Time Complexity: Scanning and enumeration
O(n * m)
0
0
Scanning and enumeration in Cybersecurity - Time & Space Complexity
Understanding Time Complexity
When scanning and enumerating a network or system, it is important to understand how the time taken grows as the number of targets increases.
We want to know how the scanning process scales when more devices or ports are involved.
Scenario Under Consideration
Analyze the time complexity of the following scanning code snippet.
for ip in network_range:
for port in common_ports:
if scan_port(ip, port):
record_open_port(ip, port)
This code scans each IP address in a network range for a list of common ports and records which ports are open.
Identify Repeating Operations
Identify the loops, recursion, array traversals that repeat.
- Primary operation: Nested loops scanning each IP and each port.
- How many times: For every IP address, it checks every port in the list.
How Execution Grows With Input
As the number of IP addresses or ports increases, the total scans increase by multiplying these counts.
| Input Size (IPs x Ports) | Approx. Operations |
|---|---|
| 10 IPs x 10 ports | 100 scans |
| 100 IPs x 10 ports | 1,000 scans |
| 100 IPs x 100 ports | 10,000 scans |
Pattern observation: Doubling the number of IPs or ports roughly doubles the total scans, showing a combined growth.
Final Time Complexity
Time Complexity: O(n * m)
This means the time grows proportionally to the number of IP addresses times the number of ports scanned.
Common Mistake
[X] Wrong: "Scanning more ports doesn't affect time much because ports are small numbers."
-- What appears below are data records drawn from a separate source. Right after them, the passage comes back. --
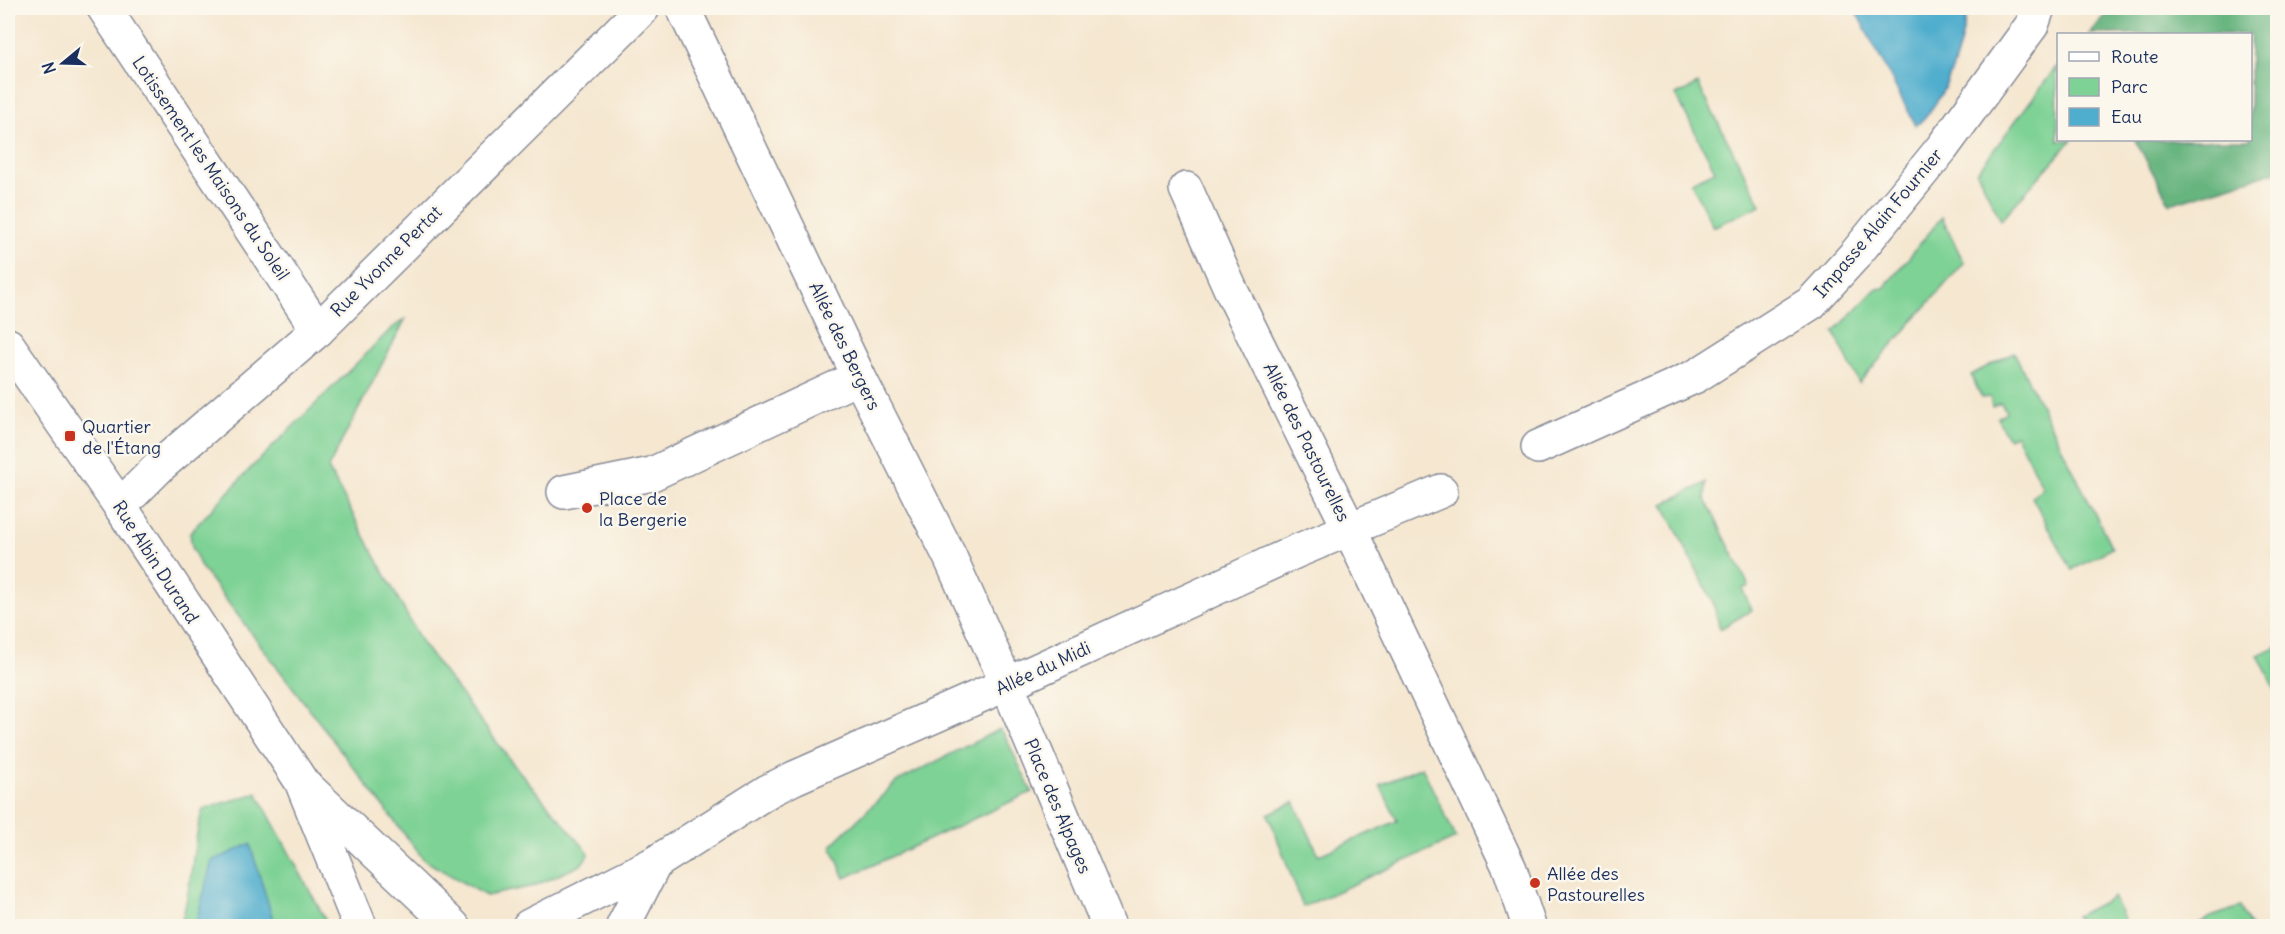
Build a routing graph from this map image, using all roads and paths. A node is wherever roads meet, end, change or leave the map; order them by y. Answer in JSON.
{"nodes":[{"id":1,"x":104,"y":8,"type":"edge"},
{"id":2,"x":643,"y":8,"type":"edge"},
{"id":3,"x":683,"y":8,"type":"edge"},
{"id":4,"x":2038,"y":8,"type":"edge"},
{"id":5,"x":1186,"y":189,"type":"dead end"},
{"id":6,"x":318,"y":330,"type":"junction"},
{"id":7,"x":8,"y":345,"type":"edge"},
{"id":8,"x":859,"y":377,"type":"junction"},
{"id":9,"x":1538,"y":447,"type":"dead end"},
{"id":10,"x":564,"y":492,"type":"dead end"},
{"id":11,"x":1441,"y":492,"type":"dead end"},
{"id":12,"x":120,"y":506,"type":"junction"},
{"id":13,"x":1350,"y":530,"type":"junction"},
{"id":14,"x":1008,"y":684,"type":"junction"},
{"id":15,"x":301,"y":781,"type":"junction"},
{"id":16,"x":655,"y":863,"type":"junction"},
{"id":17,"x":360,"y":927,"type":"edge"},
{"id":18,"x":453,"y":927,"type":"edge"},
{"id":19,"x":529,"y":927,"type":"edge"},
{"id":20,"x":623,"y":927,"type":"edge"},
{"id":21,"x":1109,"y":927,"type":"edge"},
{"id":22,"x":1529,"y":927,"type":"edge"}],
"edges":[{"from":1,"to":6,"type":"street","name":"Lotissement les Maisons du Soleil"},
{"from":2,"to":6,"type":"street","name":"Rue Yvonne Pertat"},
{"from":3,"to":8,"type":"street","name":"Allée des Bergers"},
{"from":4,"to":9,"type":"street","name":"Impasse Alain Fournier"},
{"from":5,"to":13,"type":"street","name":"Allée des Pastourelles"},
{"from":6,"to":12,"type":"street","name":"Rue Yvonne Pertat"},
{"from":7,"to":12,"type":"street","name":"Rue Albin Durand"},
{"from":8,"to":10,"type":"street"},
{"from":8,"to":14,"type":"street","name":"Allée des Bergers"},
{"from":11,"to":13,"type":"street","name":"Allée du Midi"},
{"from":12,"to":15,"type":"street","name":"Rue Albin Durand"},
{"from":13,"to":14,"type":"street","name":"Allée du Midi"},
{"from":13,"to":22,"type":"street","name":"Allée des Pastourelles"},
{"from":14,"to":16,"type":"street","name":"Allée du Midi"},
{"from":14,"to":21,"type":"street","name":"Place des Alpages"},
{"from":15,"to":17,"type":"street","name":"Rue Albin Durand"},
{"from":15,"to":18,"type":"street","name":"Rue Albin Durand"},
{"from":16,"to":19,"type":"street","name":"Allée du Midi"},
{"from":16,"to":20,"type":"street"}]}
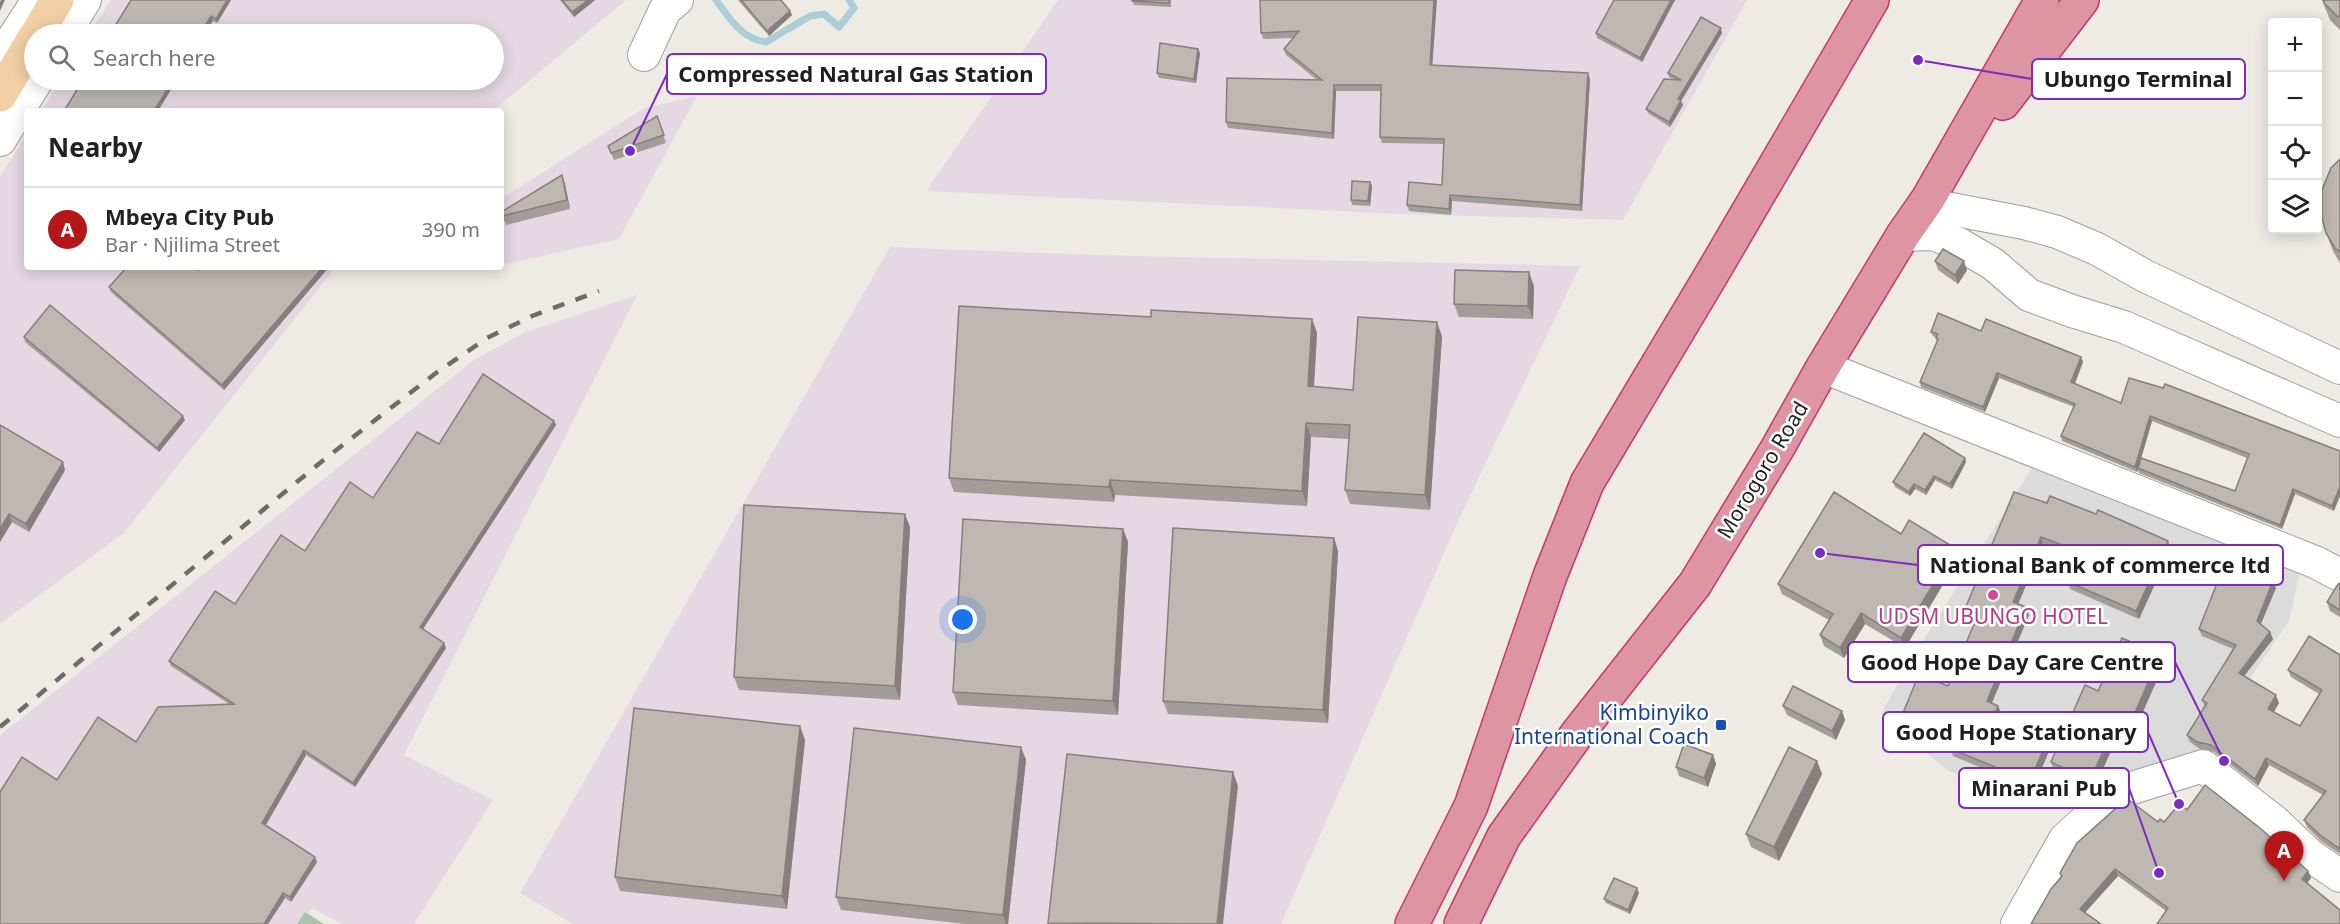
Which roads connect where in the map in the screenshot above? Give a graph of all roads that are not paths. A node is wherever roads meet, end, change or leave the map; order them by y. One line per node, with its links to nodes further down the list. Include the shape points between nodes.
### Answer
1 (38, 0): 12 (street)
2 (57, 0): 8 (main road)
3 (85, 0): 9 (street)
4 (677, 0): 10 (street, via 665,10)
5 (1872, 0): 23 (highway, via 1587,483 1550,576 1471,806)
6 (2042, 0): 16 (highway, Morogoro Road)
7 (2082, 0): 16 (highway)
8 (43, 24)
9 (70, 24)
10 (644, 55)
11 (24, 56): 14 (main road)
12 (0, 59)
13 (31, 90): 15 (street)
14 (0, 95)
15 (0, 140)
16 (1927, 202): 17 (highway, Morogoro Road); 19 (street, via 2056,232)
17 (1904, 235): 18 (highway, Morogoro Road); 20 (street, via 1933,234 1959,244 1993,264 2029,295 2124,327)
18 (1822, 367): 21 (street); 24 (highway, Morogoro Road, via 1695,584 1577,734 1504,836)
19 (2340, 368)
20 (2340, 421)
21 (2340, 575)
22 (2340, 876): 25 (street, via 2203,766 2116,793 2065,838)
23 (1412, 924)
24 (1461, 924)
25 (2017, 924)

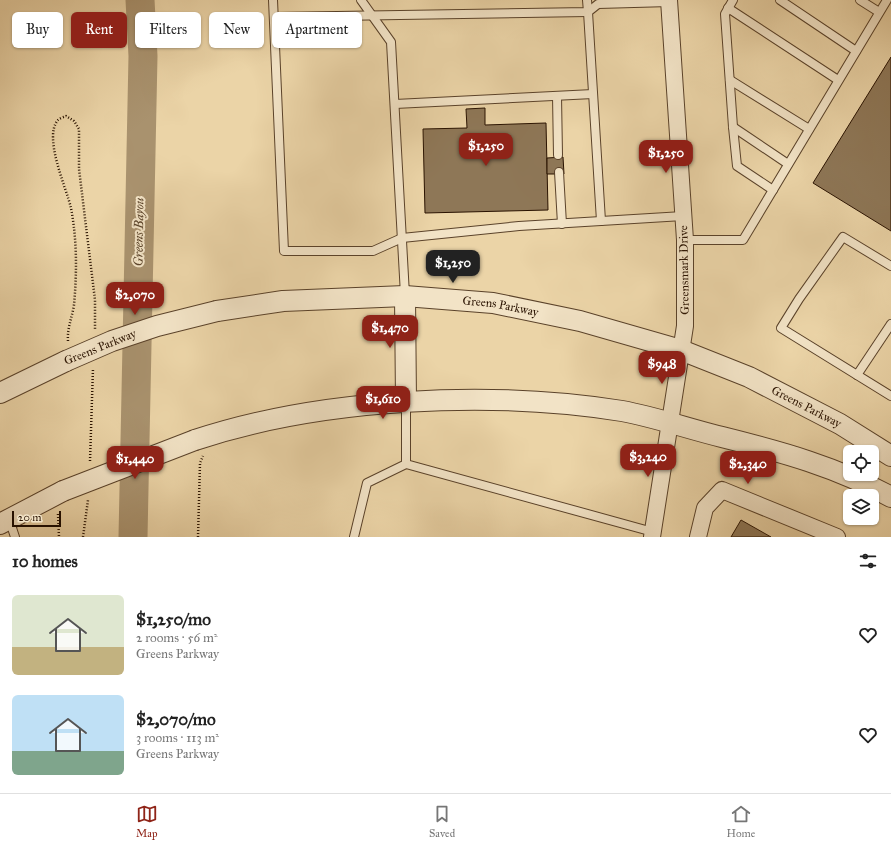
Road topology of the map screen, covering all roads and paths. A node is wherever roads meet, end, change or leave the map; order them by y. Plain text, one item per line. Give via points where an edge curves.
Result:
1 (273, 0) edge
2 (361, 0) edge
3 (587, 0) edge
4 (733, 0) edge
5 (780, 0) edge
6 (860, 0) edge
7 (887, 0) edge
8 (670, 1) edge
9 (728, 8) junction
10 (274, 12) edge
11 (588, 12) junction
12 (879, 12) junction
13 (362, 15) edge
14 (372, 15) junction
15 (275, 48) edge
16 (856, 51) junction
17 (730, 80) junction
18 (838, 80) junction
19 (593, 94) junction
20 (557, 96) junction
21 (395, 104) junction
22 (732, 127) junction
23 (810, 129) junction
24 (558, 155) dead end
25 (788, 164) junction
26 (560, 172) dead end
27 (773, 190) junction
28 (683, 216) junction
29 (601, 221) junction
30 (562, 224) junction
31 (402, 238) junction
32 (685, 240) junction
33 (891, 266) edge
34 (405, 296) junction
35 (891, 324) edge
36 (94, 337) dead end
37 (681, 350) junction
38 (69, 359) junction
39 (93, 363) dead end
40 (858, 375) junction
41 (0, 393) edge
42 (891, 396) edge
43 (406, 402) junction
44 (670, 424) junction
45 (202, 437) junction
46 (891, 456) edge
47 (90, 462) dead end
48 (406, 464) junction
49 (59, 494) junction
50 (89, 494) dead end
51 (891, 497) edge
52 (4, 521) edge
53 (652, 534) edge
54 (15, 537) edge
55 (59, 537) edge
56 (83, 537) edge
57 (198, 537) edge
58 (354, 537) edge
59 (698, 537) edge
60 (837, 537) edge

1 - 10 lane
2 - 14 lane
3 - 11 lane
4 - 9 lane
5 - 16 lane
6 - 12 lane
7 - 12 lane
8 - 11 lane via 598,4
8 - 28 street, Greensmark Drive
9 - 17 lane via 725,14
9 - 18 lane
11 - 14 lane
11 - 19 lane
12 - 16 lane
13 - 14 lane
14 - 21 lane via 391,42
15 - 31 lane via 284,251 373,251
16 - 18 lane
17 - 22 lane
17 - 23 lane
18 - 23 lane
19 - 20 lane
19 - 29 lane
20 - 21 lane
20 - 24 lane
21 - 31 lane
22 - 25 lane
22 - 27 lane via 737,166
23 - 25 lane
25 - 27 lane
26 - 30 lane
27 - 32 lane via 743,240
28 - 29 lane
28 - 32 street, Greensmark Drive
29 - 30 lane
30 - 31 lane
31 - 34 lane
32 - 37 street, Greensmark Drive via 685,326
33 - 40 lane via 844,237 781,328
34 - 37 street, Greens Parkway via 500,304 580,321
34 - 38 street, Greens Parkway, bridge via 283,301 217,311 112,340
34 - 43 street
35 - 40 lane
36 - 38 path via 95,300 78,168 79,129 74,121 66,116 59,119 54,129 53,142 67,192 76,252 73,310 67,332
37 - 44 street, Greensmark Drive
37 - 46 street, Greens Parkway via 749,377 840,424
38 - 41 street, Greens Parkway
39 - 47 path
40 - 42 lane
43 - 44 street via 491,401 568,404 623,412
43 - 45 street via 304,412
43 - 48 lane
44 - 51 street via 820,464
44 - 53 street, Greensmark Drive
45 - 49 street, bridge
45 - 57 path
48 - 53 lane
48 - 58 lane via 367,483
49 - 52 street
49 - 55 path
50 - 56 path
52 - 54 lane
59 - 60 street via 705,508 722,490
[OK] Correct: Each port adds a full scan operation per IP, so more ports multiply the total work significantly.
Interview Connect
Understanding how scanning time grows helps you explain how tools behave on large networks and how to plan efficient scans.
Self-Check
"What if we scanned only a subset of ports for each IP instead of all ports? How would the time complexity change?"